Even coffee seems to be going through a similar transformation, the
popularity of quadruple espressos and soft drinks spiked with pure caffeine
shows.

"If the single most important fact about the early modern world was the
expansion of oceangoing commerce, that of its modern successor was
industrialization. During the 19th century psychoactive discoveries and
innovations - the isolation of alkaloids, the invention of hypodermic
syringes and safety matches, the creation of synthetic and semisynthetic
drug - were married to new techniques of industrial production and
distribution. Factories did for drugs what canning did for vegetables. They
democratized them. It became easier, cheaper and faster for the masses to
saturate their brains with chemicals, making a lasting impression of their
most primitive pleasure and motivational systems." Among the most important
differences between licit and illicit drugs are their various abilities to
help or hinder workers. Coffee breaks make sense in the workplace, since
caffeine tends to sharpen the mind, while alcohol doesn't mix well with
heavy machinery or heavy thought (the proverbial whiskey bottle in the
reporter's bottom drawer notwithstanding). And technological improvements in
drug delivery have made a difference too. You can imagine an employer
pepping his workers with coca leaves, but cocaine in purer forms would take
too much of a toll on productivity.

Courtwright, a lively writer with an eye for entertaining details, sees the
drugs not just as examples of a pattern, but also as individuals. He traces
caffeine plants, for example, from their origins in three continents - tea
at the crossroads of India and China, coffee in Ethiopia, cacao in South
America and cola in West Africa. "Coffee and America grew up together," he
says, describing the cowboys' preference for hot, strong brews.
"Frontiersmen of a different sort, the Apollo 11 astronauts, were drinking
coffee three hours after landing on the moon. Theirs was history's first
extraplanetary drug use." My drug of choice, chocolate, was also a favorite
among Europe's decadent classes: "The obese Marquis de Sade was obsessed
with it in all its forms.

From prison he badgered his wife for ground chocolate, creme au chocolat,
chocolate pastilles and even cacao butter suppositories to soothe his
piles." This lively writing spices up a serious take on a grave subject.

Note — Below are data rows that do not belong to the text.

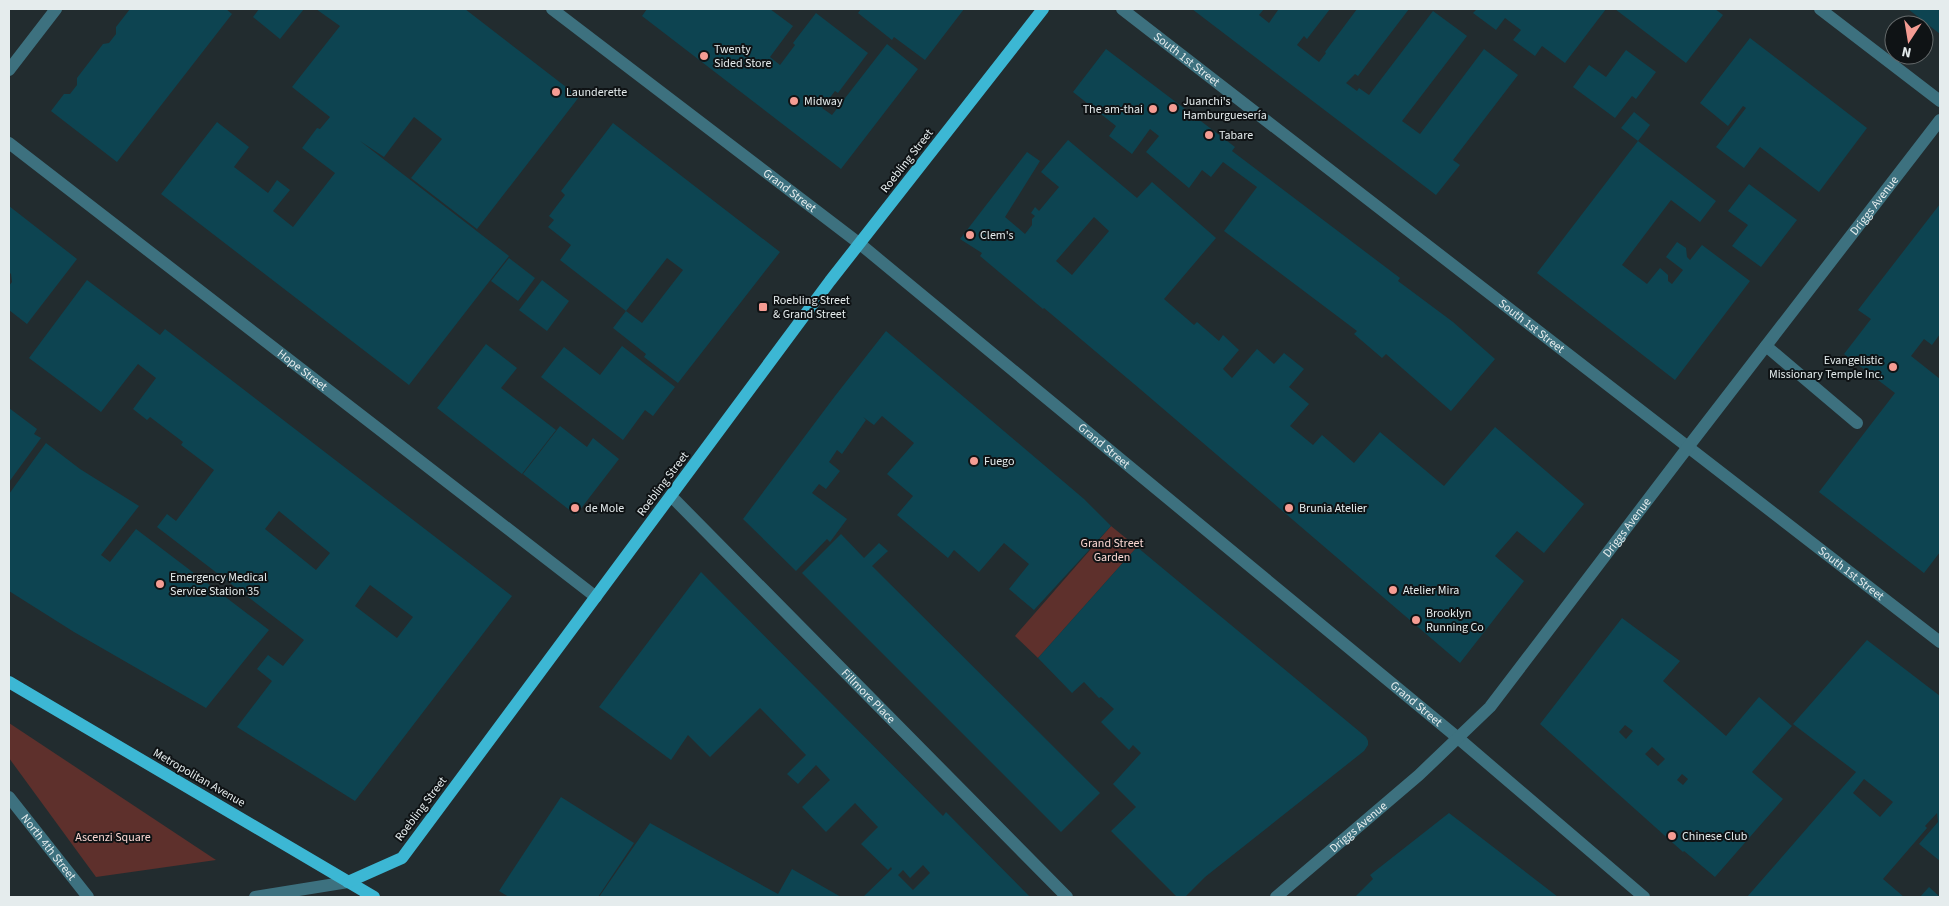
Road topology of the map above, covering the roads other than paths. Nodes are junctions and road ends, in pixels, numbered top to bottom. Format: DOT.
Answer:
graph roads {
  1 [pos="56,9"];
  2 [pos="552,9"];
  3 [pos="1042,9"];
  4 [pos="1122,9"];
  5 [pos="1820,9"];
  6 [pos="9,70"];
  7 [pos="1940,101"];
  8 [pos="1940,120"];
  9 [pos="9,143"];
  10 [pos="860,244"];
  11 [pos="1766,346"];
  12 [pos="1857,422"];
  13 [pos="1688,447"];
  14 [pos="671,496"];
  15 [pos="596,597"];
  16 [pos="1940,642"];
  17 [pos="9,682"];
  18 [pos="1458,738"];
  19 [pos="9,797"];
  20 [pos="348,882"];
  21 [pos="88,897"];
  22 [pos="256,897"];
  23 [pos="374,897"];
  24 [pos="1067,897"];
  25 [pos="1276,897"];
  26 [pos="1644,897"];
  1 -- 6 [label="street"];
  2 -- 10 [label="street, Grand Street"];
  3 -- 10 [label="main road, Roebling Street"];
  4 -- 13 [label="street, South 1st Street"];
  5 -- 7 [label="street"];
  8 -- 11 [label="street, Driggs Avenue"];
  9 -- 15 [label="street, Hope Street"];
  10 -- 14 [label="main road, Roebling Street"];
  10 -- 18 [label="street, Grand Street"];
  11 -- 12 [label="street"];
  11 -- 13 [label="street, Driggs Avenue"];
  13 -- 16 [label="street, South 1st Street"];
  13 -- 18 [label="street, Driggs Avenue"];
  14 -- 15 [label="main road, Roebling Street"];
  14 -- 24 [label="street, Fillmore Place"];
  15 -- 20 [label="main road, Roebling Street"];
  17 -- 20 [label="main road, Metropolitan Avenue"];
  18 -- 25 [label="street, Driggs Avenue"];
  18 -- 26 [label="street, Grand Street"];
  19 -- 21 [label="street, North 4th Street"];
  20 -- 22 [label="street, Roebling Street"];
  20 -- 23 [label="main road, Metropolitan Avenue"];
}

While Courtwright sees licit substances like tea and illegal heavy-hitters
like cocaine as two ends of the same spectrum, he's by no means trying to
minimize the dangers of drugs.

Rather, he wants to lay out the history clearly - perhaps partly hoping that
if policy setters understand how drug use spread so widely and deeply,
they'll be better equipped to fight it.

And kava, betel, peyote, qat? "They missed, so to speak, the historical
window of opportunity, open from the late 15th through 19th centuries, but
since closing rapidly." If a psychoactive plant did not achieve global
cultivation and use by the end of the 20th century - perhaps it doesn't
travel well, like betel, or is hard to cultivate, like peyote - it may well
have missed its chance, says Courtwright. New synthetic drugs, he expects,
will out-compete the mild, plant-based highs, and may well give even the
high-test ones a run for their money.